Communications Technology Paradoxes
Article originally by Robert Colburn
This article was initially published in Today's Engineer on August 2009
The history of technology is full of paradoxes. One of the strangest of these is that as communication technologies have increased in rapidity and reach, information has gotten stripped away each time there has been an advance. The telegraph, because of the expense per word and the volume of characters sent, forced an economy of words, attenuated sentences, and abbreviations in order to condense meaning, “CQ” (“seek you”) “GM” (“Good Morning”), “IX5B” (“It is believed that…”), and “YAP” (“yesterday afternoon”). Radio play-by-play broadcasts of baseball games in distant cities were done with the sportscaster reading from telegraph transmissions and describing the action as though watching it live (President Reagan and Red Barber were two of the more famous sportscasters who worked at this). Lewis Coe, in his book, The Telegraph, describes some of the shorthand used to keep up with the pace of the game: ‘S1C meant “strike one called”; S2F, “strike two fanned” ; PTF “pitcher to first”; FB “foul back”; NTG AX, “no runs, no hits, no errors, none left.”’
Text messaging has brought this style of abbreviated conversation back. The paradox being that wireless communication devices — which now can send anything from voice to data to images — were intended to broaden our communications pallette rather than reduce it. Are we compressing more information into these terse formats, or stripping information out? In our rush to transfer volumes of information, are we missing the essential connections which make communication important? Will we reduce human speech to a series of clicks and grunts? Information is supposed to be the antidote to ambiguity, but in the terseness of our technologically-shaped communication, we risk ambiguity creeping in.
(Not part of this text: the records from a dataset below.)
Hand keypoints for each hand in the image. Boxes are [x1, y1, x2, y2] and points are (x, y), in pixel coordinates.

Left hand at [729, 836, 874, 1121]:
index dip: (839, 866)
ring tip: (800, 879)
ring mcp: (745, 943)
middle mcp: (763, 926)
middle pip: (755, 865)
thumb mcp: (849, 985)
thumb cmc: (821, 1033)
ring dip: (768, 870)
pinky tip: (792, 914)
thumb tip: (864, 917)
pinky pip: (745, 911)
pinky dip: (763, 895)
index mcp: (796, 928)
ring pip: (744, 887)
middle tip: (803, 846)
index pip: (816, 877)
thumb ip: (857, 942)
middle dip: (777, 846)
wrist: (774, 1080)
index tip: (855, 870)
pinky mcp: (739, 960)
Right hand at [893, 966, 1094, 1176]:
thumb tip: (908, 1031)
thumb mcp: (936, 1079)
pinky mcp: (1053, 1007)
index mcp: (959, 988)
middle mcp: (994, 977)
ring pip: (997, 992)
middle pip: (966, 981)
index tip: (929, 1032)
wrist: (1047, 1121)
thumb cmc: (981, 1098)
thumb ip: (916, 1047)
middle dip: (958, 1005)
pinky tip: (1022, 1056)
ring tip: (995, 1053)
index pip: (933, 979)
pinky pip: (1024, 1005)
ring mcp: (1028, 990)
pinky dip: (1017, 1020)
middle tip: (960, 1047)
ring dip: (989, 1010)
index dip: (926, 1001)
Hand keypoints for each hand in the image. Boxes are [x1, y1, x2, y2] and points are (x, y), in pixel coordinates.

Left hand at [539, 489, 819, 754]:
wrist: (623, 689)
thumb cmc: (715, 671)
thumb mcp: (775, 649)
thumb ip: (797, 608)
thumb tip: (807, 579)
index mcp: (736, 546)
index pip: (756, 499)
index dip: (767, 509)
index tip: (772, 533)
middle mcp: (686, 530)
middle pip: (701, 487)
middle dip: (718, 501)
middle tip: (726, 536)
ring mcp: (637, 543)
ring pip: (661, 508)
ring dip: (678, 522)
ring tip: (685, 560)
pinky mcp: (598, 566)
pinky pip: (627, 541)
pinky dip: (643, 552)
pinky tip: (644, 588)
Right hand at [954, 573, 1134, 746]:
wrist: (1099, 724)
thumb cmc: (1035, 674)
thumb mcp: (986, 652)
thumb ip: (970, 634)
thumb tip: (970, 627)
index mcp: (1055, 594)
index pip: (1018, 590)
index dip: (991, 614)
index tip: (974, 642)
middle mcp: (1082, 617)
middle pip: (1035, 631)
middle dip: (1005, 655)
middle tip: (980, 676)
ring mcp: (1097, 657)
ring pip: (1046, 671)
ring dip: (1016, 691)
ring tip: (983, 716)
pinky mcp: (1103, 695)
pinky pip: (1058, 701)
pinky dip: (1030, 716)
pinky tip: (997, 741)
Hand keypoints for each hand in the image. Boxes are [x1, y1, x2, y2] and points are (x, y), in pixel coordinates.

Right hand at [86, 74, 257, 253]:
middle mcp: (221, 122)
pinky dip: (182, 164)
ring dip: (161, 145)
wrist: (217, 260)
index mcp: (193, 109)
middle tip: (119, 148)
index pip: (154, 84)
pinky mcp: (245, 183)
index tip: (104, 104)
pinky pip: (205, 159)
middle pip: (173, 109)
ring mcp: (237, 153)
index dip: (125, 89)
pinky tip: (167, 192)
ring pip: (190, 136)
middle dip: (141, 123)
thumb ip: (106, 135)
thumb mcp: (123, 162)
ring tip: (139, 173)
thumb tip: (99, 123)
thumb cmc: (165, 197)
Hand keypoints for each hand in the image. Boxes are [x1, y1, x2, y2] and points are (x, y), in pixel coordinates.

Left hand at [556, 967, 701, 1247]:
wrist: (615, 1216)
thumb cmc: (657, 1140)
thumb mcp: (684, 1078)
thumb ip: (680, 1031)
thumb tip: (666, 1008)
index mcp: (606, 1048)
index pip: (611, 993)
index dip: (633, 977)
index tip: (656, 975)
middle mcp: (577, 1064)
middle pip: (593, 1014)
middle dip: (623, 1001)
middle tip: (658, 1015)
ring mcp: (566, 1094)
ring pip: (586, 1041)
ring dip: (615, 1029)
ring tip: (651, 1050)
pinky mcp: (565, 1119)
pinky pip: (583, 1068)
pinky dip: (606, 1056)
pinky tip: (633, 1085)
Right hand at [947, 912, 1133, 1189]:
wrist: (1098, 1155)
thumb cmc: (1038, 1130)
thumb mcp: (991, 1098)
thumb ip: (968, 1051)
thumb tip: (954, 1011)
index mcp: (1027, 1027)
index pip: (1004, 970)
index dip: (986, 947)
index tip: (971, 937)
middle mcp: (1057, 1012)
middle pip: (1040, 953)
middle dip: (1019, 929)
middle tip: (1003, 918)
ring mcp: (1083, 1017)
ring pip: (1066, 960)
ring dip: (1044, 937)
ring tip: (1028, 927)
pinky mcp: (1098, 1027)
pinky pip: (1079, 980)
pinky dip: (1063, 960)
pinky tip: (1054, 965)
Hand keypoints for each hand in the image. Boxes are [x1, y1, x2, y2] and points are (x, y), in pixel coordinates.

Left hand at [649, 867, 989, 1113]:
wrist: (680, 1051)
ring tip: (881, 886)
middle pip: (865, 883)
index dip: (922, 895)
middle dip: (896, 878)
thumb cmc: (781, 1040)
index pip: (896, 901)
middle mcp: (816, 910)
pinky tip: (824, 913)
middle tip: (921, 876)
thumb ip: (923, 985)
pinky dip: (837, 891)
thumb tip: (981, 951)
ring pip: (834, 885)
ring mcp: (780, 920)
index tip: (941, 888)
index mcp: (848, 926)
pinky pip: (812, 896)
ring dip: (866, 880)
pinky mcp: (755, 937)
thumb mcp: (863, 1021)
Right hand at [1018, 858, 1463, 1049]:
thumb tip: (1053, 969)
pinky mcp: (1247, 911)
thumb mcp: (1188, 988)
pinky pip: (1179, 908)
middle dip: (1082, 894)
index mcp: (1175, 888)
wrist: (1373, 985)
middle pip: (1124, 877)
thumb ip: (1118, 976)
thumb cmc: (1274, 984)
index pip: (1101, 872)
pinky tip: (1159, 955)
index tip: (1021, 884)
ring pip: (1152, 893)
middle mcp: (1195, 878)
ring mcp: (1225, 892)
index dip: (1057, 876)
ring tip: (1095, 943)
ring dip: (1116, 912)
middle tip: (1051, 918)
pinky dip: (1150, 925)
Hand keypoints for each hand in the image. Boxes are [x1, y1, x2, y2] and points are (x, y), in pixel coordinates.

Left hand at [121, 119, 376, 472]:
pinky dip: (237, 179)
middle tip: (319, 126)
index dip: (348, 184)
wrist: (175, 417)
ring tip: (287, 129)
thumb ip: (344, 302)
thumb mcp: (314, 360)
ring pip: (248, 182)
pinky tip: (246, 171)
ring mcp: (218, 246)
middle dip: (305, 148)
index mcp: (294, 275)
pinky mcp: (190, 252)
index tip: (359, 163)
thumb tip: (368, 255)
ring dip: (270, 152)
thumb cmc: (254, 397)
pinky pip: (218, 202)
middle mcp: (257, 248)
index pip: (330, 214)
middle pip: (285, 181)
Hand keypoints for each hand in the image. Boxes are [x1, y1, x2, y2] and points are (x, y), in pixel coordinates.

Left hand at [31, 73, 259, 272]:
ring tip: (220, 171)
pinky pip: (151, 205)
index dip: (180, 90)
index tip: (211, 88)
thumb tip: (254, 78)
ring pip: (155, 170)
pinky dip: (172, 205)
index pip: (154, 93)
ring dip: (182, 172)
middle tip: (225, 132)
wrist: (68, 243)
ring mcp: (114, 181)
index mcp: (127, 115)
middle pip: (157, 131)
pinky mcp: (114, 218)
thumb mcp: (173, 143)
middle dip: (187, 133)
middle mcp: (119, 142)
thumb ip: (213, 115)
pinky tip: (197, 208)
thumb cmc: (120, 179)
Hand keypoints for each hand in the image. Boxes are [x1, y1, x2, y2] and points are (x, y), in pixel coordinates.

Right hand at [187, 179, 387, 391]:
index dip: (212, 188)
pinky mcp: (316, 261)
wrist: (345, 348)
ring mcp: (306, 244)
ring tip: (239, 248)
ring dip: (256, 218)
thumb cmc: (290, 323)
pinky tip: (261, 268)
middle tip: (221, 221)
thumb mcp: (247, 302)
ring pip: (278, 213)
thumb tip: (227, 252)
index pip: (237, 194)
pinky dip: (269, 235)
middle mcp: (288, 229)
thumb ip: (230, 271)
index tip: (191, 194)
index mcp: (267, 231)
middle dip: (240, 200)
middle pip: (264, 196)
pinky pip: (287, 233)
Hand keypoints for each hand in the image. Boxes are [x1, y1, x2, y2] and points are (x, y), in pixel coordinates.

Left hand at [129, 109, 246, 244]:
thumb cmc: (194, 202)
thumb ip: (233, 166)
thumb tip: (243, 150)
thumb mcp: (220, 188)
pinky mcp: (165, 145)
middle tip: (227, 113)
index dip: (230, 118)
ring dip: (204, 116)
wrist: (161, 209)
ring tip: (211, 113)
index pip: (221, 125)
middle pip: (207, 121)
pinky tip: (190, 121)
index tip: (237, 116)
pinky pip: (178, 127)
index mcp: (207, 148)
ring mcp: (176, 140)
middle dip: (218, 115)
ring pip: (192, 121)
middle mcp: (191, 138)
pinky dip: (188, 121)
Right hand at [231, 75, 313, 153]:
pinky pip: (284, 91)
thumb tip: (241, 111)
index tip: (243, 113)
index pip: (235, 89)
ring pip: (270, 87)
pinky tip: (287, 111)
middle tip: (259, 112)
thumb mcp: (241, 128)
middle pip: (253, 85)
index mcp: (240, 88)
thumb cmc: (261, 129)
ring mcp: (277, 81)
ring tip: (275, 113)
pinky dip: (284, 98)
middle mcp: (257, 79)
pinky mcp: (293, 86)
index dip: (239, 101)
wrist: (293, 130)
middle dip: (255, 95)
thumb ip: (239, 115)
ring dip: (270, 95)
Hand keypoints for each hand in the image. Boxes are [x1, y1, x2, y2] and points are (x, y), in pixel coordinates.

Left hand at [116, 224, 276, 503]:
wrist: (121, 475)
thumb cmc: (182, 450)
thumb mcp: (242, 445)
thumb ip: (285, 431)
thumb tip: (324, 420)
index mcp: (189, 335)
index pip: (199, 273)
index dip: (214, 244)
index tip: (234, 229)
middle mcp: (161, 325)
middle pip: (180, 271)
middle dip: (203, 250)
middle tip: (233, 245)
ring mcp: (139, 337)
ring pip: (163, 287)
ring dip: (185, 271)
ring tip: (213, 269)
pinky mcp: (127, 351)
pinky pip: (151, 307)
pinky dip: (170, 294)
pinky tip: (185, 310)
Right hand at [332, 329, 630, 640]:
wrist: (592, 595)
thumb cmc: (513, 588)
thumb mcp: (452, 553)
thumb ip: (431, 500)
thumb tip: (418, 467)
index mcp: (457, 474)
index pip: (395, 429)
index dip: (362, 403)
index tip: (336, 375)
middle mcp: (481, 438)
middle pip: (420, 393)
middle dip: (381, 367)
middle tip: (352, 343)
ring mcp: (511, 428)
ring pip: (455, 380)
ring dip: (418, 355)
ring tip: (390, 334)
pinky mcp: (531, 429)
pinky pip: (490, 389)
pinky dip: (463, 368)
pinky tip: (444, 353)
My own cell phone, by the way, possesses appallingly bad communication skills for a device whose business is communicating. It cannot distinguish between the instruction to call voicemail, or to call the person back who left the voicemail. The words at its command are constrained by the display technology and its dimensions. If I use my cell phone as a travel alarm (one of its most useful auxiliary functions) I am bemused by the choice, “snooze on, enable/disable.” Although what is left of the sentence structure implies that it is the snooze I am disabling or enabling , it actually refers the alarm itself. In addition to the risk of falling back asleep and not being re-awoken, I do not wish to disable it at all, just turn it off.
Similar to communications technologies constraining information transfer, there was also the technological paradox of memory devices forcing widespread forgetting. With early memory being expensive, only the most essential information related to an item or a transaction could be stored. Filenames, for example, could not be longer than eight characters. This meant that much of the descriptive sense was stripped away. “Remarks” and “Description” fields were limited in size, to the point where vital information was stripped away because there was no room to store it. Although memory eventually became inexpensive enough that those restrictions are no longer imposed, the legacy is still with us in certain applications. The much-anticipated Y2K problem resulting from the use of only the final two digits in the year field, was an example of this forgetting, one which fortunately was not as serious as anticipated. The “Description” line of bank transfers is often too compressed to make it clear to the Accounts Payable department of whatever corporation receives the transfer which of its internal departments the payment should be credited to. Wire transfer was an early service offered by the telegraph — its terseness is still with us.
E-mail program interfaces also suffered from this compression. For years, the user clicked on the grammatically improbable “Reply All.” It took decades to obtain the preposition that would make it the more sensible “Reply to All.” The icon to open the trash folder is the same icon to move a particular e-mail to the trash folder. One is on the left toolbar; one is on the top toolbar. Even the wording is no help. “Move to trash” is ambiguous without a direct object of the verb. Does that mean “Click here if you want to move [this particular e-mail] to the trash folder”? Or does it mean that the user should click here if the user wants to open the trash folder to find something in it? My e-mail program constantly alerts me that I have new mail, when what it really means is that I have unread mail.
With more and more machines taking up service roles in our economy, it is vital that they communicate well with their human customers. Soda machines — some of the earliest veterans of the service economy — seem to be very good at this. Railroad ticket machines, another veteran service technology, seem to vary in every skill level, possibly because they are handling a more complicated transaction. On my railroad, the order of the prompts and responses is: Rail or Bus?>> origin? >> destination ?>> one way or round trip? >> cash or credit? >> number of tickets? If I were speaking to a human ticket seller using the same syntax as forced by the machine, my request would come out thus: “Train from Metuchen to New Brunswick round-trip credit two.” To which a human ticket seller would probably ask if I’m on some kind of medication. The communication interface of the machine has altered our communication to something not human, not personal, certainly not English. It is syntax dictated by division from largest category (the entire realm of all possible bus and rail tickets) down to the specific (how many do I want at this moment), rather than how we would normally communicate: “Two round-trip tickets to New Brunswick, please.”
Two of the earliest and most important technologies were fire and language. Of the two, there is mounting evidence that language came first and predates our humanness. The word technology itself comes from the Greek meaning “knowing how to use words.”